Data supplied section start
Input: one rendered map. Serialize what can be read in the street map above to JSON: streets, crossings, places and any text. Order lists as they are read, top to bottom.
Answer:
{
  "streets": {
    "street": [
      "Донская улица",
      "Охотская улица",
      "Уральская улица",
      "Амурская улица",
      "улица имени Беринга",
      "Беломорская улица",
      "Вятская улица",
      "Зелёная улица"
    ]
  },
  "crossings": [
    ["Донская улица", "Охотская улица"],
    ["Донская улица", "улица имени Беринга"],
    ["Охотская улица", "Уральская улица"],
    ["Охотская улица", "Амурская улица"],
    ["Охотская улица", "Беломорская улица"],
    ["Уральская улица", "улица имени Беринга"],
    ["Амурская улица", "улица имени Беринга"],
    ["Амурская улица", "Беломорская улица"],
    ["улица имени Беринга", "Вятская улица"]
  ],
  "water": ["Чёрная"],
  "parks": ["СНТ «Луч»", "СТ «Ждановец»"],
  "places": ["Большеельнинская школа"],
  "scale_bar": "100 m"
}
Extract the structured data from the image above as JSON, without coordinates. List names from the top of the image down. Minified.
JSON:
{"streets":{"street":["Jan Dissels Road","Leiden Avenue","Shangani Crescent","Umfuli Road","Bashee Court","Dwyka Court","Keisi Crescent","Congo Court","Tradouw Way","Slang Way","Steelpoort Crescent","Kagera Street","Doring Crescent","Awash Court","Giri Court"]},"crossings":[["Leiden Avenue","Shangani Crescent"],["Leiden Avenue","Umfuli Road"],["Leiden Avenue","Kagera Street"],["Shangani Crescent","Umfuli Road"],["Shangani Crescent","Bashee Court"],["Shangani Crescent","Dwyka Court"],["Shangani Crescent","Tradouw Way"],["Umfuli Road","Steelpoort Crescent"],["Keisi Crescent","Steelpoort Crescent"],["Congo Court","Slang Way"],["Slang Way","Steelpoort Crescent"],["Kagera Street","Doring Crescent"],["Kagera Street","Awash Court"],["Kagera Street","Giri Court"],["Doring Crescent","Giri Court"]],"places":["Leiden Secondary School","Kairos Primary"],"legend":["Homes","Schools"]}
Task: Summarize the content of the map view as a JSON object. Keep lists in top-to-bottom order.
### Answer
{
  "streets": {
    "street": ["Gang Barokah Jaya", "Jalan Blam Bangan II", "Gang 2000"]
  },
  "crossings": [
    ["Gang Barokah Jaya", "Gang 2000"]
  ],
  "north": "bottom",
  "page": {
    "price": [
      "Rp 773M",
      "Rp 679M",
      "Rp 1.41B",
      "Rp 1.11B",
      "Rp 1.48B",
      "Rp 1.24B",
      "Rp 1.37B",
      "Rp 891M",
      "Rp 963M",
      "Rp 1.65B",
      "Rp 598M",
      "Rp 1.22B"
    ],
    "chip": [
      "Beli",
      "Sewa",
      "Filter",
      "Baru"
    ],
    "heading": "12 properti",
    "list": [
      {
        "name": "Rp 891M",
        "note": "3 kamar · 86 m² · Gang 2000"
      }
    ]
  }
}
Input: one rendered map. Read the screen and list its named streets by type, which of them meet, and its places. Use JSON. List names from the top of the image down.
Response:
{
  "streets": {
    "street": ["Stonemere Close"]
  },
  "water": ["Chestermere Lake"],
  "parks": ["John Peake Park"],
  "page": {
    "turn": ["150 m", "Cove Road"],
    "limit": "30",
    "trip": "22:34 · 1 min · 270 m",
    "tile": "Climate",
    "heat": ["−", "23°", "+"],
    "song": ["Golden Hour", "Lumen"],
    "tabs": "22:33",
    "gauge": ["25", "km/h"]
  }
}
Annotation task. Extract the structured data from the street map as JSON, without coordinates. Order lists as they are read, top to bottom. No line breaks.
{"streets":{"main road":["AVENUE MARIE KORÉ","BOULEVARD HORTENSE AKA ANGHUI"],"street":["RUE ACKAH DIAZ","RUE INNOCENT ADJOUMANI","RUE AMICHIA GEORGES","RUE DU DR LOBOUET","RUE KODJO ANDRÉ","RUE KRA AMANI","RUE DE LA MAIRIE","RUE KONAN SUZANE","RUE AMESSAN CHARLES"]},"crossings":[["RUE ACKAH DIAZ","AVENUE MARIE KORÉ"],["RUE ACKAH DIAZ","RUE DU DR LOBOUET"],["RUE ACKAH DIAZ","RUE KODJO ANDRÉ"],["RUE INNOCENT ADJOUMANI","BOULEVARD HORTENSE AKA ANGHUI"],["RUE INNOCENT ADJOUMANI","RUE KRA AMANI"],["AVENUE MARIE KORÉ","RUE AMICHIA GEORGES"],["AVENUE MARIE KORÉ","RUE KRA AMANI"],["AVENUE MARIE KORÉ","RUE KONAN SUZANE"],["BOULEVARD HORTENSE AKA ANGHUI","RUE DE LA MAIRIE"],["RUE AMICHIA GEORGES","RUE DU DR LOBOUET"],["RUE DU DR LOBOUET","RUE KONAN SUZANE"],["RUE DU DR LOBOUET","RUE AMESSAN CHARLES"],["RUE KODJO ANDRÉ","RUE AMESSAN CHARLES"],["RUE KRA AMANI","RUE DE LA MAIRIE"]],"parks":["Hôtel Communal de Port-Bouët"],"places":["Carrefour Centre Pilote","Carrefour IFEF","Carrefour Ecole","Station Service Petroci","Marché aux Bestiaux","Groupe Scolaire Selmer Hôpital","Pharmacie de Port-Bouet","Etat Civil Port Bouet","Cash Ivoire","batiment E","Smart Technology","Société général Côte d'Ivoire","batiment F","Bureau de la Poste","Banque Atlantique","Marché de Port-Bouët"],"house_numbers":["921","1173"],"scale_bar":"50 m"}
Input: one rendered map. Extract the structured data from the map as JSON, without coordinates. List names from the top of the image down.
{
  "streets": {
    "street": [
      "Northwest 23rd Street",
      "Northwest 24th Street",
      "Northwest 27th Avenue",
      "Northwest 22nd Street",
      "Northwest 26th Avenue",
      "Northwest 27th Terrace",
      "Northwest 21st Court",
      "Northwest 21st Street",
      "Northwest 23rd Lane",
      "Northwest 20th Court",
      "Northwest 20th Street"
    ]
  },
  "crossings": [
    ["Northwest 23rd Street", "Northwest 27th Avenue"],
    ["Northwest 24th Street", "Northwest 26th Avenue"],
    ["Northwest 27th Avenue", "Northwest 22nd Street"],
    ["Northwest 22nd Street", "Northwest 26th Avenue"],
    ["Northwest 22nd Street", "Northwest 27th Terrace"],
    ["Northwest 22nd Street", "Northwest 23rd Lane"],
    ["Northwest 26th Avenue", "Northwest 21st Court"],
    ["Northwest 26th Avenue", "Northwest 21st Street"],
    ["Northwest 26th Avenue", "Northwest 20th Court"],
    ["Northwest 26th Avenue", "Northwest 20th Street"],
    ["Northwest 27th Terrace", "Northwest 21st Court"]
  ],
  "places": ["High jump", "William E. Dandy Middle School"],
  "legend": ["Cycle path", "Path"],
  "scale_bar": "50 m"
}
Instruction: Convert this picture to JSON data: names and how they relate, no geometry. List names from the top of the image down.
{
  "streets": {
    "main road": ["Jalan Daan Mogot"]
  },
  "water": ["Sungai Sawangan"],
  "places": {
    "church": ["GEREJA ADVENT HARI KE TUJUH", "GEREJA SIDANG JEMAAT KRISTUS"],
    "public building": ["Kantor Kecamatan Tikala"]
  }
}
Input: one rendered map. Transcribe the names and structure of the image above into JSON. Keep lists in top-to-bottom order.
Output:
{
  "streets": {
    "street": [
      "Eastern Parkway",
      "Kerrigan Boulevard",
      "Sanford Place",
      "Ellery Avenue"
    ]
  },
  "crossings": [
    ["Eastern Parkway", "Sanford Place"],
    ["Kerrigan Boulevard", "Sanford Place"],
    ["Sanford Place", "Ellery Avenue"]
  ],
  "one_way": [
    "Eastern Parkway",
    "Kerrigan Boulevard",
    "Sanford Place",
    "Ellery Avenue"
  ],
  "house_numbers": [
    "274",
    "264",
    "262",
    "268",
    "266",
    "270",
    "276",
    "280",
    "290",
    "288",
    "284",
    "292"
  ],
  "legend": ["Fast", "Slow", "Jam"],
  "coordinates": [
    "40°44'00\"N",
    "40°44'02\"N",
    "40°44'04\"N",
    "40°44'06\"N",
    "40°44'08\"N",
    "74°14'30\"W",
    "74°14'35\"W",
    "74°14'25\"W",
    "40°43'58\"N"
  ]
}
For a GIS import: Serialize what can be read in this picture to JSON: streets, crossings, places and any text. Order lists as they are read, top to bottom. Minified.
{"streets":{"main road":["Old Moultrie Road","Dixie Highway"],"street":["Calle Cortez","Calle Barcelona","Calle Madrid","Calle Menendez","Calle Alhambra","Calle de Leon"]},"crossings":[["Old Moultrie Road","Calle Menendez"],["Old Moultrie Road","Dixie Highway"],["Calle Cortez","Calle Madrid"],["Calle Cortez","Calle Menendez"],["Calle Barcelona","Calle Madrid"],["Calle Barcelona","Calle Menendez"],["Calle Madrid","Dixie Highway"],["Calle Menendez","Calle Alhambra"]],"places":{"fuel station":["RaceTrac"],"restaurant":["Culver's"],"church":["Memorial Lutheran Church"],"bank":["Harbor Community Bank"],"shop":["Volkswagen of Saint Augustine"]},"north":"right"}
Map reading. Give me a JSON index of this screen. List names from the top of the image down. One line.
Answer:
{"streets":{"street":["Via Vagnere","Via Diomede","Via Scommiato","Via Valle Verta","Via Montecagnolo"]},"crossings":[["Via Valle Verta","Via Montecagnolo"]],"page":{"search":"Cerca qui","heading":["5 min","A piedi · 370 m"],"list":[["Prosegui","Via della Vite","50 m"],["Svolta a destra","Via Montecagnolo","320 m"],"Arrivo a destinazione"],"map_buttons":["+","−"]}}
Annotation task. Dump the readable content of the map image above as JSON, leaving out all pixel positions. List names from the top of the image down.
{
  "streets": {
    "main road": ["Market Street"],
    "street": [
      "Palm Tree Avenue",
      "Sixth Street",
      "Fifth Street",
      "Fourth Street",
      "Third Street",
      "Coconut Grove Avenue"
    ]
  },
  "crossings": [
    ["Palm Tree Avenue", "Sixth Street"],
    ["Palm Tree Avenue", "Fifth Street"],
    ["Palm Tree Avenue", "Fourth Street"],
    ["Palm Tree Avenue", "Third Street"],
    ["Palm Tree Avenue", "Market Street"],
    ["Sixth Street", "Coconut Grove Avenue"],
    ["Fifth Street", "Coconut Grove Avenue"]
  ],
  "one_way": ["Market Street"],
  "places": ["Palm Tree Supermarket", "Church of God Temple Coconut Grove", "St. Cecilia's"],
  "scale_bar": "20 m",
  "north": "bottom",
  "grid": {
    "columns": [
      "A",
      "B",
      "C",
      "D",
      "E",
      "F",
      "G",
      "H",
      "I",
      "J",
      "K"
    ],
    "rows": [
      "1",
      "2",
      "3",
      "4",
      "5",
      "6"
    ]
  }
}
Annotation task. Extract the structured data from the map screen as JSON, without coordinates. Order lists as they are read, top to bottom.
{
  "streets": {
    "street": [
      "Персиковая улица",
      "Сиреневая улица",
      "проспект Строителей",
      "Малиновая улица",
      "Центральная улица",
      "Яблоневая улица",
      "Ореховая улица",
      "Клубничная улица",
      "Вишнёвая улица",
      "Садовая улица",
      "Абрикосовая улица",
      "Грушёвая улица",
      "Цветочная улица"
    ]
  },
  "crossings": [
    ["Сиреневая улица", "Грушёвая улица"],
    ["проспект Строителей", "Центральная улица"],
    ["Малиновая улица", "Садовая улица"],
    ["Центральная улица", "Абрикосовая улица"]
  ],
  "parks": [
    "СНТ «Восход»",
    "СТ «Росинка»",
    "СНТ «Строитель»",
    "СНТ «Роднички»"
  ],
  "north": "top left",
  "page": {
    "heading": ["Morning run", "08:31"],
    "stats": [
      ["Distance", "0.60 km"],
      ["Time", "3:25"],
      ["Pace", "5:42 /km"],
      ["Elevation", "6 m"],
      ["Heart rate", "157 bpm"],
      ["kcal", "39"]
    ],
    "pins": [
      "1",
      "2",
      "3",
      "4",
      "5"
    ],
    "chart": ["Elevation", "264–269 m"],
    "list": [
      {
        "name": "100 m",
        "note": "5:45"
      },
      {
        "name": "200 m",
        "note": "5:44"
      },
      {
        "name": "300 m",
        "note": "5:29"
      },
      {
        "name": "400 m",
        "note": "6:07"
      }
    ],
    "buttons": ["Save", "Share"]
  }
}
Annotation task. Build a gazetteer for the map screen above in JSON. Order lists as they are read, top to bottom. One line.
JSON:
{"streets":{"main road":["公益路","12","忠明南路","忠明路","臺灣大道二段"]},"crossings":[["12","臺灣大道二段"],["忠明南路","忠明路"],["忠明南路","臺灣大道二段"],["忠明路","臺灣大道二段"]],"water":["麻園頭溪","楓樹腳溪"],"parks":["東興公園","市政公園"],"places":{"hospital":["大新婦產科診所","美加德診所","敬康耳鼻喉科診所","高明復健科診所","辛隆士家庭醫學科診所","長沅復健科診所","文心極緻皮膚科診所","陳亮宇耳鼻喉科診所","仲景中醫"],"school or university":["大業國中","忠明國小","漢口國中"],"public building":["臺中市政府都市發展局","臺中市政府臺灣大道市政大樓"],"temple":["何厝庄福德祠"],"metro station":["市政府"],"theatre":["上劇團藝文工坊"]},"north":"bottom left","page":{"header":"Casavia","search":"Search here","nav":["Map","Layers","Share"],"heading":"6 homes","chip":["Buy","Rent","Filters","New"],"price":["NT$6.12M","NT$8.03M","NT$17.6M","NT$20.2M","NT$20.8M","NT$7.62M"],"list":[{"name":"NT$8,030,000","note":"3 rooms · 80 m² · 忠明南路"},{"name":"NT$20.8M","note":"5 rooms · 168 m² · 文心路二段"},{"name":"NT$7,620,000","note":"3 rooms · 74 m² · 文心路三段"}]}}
Data supplied section end
*What the task asks*:
Your answer must be the lines above, unchanged, from the first one through the line that holds "Extract the structured data from the image", inclusive, and no others.

*Expected answer*:
Input: one rendered map. Serialize what can be read in the street map above to JSON: streets, crossings, places and any text. Order lists as they are read, top to bottom.
Answer:
{
  "streets": {
    "street": [
      "Донская улица",
      "Охотская улица",
      "Уральская улица",
      "Амурская улица",
      "улица имени Беринга",
      "Беломорская улица",
      "Вятская улица",
      "Зелёная улица"
    ]
  },
  "crossings": [
    ["Донская улица", "Охотская улица"],
    ["Донская улица", "улица имени Беринга"],
    ["Охотская улица", "Уральская улица"],
    ["Охотская улица", "Амурская улица"],
    ["Охотская улица", "Беломорская улица"],
    ["Уральская улица", "улица имени Беринга"],
    ["Амурская улица", "улица имени Беринга"],
    ["Амурская улица", "Беломорская улица"],
    ["улица имени Беринга", "Вятская улица"]
  ],
  "water": ["Чёрная"],
  "parks": ["СНТ «Луч»", "СТ «Ждановец»"],
  "places": ["Большеельнинская школа"],
  "scale_bar": "100 m"
}
Extract the structured data from the image above as JSON, without coordinates. List names from the top of the image down. Minified.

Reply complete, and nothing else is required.